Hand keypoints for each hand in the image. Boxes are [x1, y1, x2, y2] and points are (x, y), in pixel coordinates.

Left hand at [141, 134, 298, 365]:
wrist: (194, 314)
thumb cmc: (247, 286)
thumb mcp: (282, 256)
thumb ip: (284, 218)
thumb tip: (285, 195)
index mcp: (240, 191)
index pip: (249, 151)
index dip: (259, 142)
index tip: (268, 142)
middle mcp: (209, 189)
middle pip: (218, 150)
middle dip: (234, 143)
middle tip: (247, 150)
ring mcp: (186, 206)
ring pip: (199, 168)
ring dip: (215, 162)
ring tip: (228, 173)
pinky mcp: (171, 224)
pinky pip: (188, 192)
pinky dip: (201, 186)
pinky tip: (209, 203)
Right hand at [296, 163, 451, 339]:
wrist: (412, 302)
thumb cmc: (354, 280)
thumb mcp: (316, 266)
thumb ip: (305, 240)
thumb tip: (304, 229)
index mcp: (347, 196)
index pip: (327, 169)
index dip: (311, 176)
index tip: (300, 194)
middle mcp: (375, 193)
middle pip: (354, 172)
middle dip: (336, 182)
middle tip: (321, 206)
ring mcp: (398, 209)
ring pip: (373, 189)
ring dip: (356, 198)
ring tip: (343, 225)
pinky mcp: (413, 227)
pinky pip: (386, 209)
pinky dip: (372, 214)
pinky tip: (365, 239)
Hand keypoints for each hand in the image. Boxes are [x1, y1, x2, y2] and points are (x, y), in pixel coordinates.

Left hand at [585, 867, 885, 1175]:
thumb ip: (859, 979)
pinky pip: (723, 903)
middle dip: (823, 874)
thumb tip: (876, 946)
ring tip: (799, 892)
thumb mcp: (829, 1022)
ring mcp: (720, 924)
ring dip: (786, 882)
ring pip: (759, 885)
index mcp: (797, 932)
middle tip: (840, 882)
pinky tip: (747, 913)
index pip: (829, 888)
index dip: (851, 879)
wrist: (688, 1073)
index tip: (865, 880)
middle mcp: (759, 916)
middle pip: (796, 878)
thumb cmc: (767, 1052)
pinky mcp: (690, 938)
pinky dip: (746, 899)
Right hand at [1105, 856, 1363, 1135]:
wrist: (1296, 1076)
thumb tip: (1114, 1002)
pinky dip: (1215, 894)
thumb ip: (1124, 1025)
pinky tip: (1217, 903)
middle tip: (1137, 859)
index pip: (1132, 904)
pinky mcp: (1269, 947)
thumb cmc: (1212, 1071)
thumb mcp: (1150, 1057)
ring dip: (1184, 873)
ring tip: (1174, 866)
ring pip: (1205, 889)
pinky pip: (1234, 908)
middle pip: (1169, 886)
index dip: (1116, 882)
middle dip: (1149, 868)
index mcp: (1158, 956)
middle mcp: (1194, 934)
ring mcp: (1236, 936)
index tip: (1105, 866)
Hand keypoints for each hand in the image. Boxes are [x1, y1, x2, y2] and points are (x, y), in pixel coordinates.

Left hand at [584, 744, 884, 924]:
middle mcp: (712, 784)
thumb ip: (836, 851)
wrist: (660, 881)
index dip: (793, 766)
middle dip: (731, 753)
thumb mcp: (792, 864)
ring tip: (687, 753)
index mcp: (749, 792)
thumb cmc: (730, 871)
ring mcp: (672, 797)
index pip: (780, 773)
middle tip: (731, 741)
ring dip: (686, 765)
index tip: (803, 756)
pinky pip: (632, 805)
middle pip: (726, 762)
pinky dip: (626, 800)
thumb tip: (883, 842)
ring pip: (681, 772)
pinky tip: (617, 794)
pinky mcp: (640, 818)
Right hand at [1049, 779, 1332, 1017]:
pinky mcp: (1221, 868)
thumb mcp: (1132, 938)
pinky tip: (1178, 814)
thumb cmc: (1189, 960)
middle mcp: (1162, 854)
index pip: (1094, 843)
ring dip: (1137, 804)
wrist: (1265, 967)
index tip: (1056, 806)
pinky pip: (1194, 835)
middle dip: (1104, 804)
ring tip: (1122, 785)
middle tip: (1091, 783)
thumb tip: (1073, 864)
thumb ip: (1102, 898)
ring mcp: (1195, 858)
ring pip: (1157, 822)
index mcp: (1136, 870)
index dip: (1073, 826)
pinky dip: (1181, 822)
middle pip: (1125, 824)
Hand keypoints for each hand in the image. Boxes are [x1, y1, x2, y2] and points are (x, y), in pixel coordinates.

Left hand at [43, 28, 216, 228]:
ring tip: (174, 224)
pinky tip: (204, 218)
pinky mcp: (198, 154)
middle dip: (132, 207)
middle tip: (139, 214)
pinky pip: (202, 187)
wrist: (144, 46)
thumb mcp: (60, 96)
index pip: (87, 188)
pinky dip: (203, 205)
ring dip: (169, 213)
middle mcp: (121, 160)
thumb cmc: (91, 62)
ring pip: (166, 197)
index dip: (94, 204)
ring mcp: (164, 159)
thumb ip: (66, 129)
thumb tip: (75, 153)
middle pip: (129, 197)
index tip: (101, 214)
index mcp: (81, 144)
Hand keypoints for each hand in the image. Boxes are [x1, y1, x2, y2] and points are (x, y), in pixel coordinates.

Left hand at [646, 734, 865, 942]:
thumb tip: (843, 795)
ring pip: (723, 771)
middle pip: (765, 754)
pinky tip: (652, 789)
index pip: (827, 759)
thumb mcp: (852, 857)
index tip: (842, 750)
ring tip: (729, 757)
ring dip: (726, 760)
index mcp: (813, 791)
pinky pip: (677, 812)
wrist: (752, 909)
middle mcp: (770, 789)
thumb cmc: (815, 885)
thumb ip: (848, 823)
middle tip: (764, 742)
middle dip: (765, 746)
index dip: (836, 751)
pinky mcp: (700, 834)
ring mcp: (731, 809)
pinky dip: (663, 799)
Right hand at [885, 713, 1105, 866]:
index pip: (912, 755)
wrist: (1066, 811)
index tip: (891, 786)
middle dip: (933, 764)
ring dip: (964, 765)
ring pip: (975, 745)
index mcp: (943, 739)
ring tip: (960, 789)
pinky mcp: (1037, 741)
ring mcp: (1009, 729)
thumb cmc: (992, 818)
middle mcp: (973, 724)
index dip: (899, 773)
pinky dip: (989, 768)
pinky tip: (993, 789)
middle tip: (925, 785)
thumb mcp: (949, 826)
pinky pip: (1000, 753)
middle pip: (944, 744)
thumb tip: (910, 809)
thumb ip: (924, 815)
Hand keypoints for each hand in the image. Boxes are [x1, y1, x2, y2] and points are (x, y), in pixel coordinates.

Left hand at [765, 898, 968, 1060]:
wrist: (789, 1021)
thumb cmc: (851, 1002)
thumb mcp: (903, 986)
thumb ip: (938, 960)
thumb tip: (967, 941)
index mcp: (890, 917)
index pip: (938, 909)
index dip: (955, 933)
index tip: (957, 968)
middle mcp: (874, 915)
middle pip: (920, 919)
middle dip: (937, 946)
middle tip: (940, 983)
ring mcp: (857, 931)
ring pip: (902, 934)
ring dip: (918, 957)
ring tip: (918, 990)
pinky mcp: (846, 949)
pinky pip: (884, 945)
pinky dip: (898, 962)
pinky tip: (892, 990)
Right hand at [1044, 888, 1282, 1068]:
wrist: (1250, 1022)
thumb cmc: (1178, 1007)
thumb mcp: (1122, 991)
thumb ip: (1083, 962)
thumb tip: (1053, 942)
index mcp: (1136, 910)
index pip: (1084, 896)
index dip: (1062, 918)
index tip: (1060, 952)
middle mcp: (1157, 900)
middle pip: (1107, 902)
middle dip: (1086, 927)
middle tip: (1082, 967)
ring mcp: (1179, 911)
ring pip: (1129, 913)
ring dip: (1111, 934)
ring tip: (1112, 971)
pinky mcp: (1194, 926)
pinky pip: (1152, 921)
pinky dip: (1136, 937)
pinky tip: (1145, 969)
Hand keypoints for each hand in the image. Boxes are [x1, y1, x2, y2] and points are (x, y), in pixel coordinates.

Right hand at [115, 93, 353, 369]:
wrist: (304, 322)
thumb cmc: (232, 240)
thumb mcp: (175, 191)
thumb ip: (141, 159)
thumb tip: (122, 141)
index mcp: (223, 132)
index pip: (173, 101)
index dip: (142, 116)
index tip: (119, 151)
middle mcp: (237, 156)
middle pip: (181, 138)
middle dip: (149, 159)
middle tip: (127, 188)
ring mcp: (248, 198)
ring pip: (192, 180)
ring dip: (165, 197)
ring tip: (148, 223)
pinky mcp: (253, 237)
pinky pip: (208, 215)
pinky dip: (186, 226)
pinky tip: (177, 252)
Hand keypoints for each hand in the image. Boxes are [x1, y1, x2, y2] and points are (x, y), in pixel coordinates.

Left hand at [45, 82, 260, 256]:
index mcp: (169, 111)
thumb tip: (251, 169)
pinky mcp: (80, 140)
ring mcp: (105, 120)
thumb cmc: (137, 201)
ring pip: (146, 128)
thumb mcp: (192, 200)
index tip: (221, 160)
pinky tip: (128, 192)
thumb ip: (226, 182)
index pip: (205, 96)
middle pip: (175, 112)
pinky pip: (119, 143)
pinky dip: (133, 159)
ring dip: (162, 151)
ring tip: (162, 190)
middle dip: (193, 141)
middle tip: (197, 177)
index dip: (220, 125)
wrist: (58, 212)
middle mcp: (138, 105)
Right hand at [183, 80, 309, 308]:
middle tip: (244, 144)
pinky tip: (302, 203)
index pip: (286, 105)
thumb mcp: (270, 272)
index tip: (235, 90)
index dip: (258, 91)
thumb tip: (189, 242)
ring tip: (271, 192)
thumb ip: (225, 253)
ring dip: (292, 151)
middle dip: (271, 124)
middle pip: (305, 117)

◇ ◇ ◇ ◇

> [Assignment]
Everything from the first line of the material through the line containing "middle dip: (234, 143)" is to be printed exactly; lines after that are to be left out.

> [Solution to this task]
Hand keypoints for each hand in the image. Boxes are [x1, y1, x2, y2] and points are (x, y), in pixel coordinates.

Left hand at [141, 134, 298, 365]:
wrist: (194, 314)
thumb cmc: (247, 286)
thumb mcp: (282, 256)
thumb ip: (284, 218)
thumb tip: (285, 195)
index mcp: (240, 191)
index pip: (249, 151)
index dip: (259, 142)
index tip: (268, 142)
middle mcp: (209, 189)
middle pip: (218, 150)
middle dip: (234, 143)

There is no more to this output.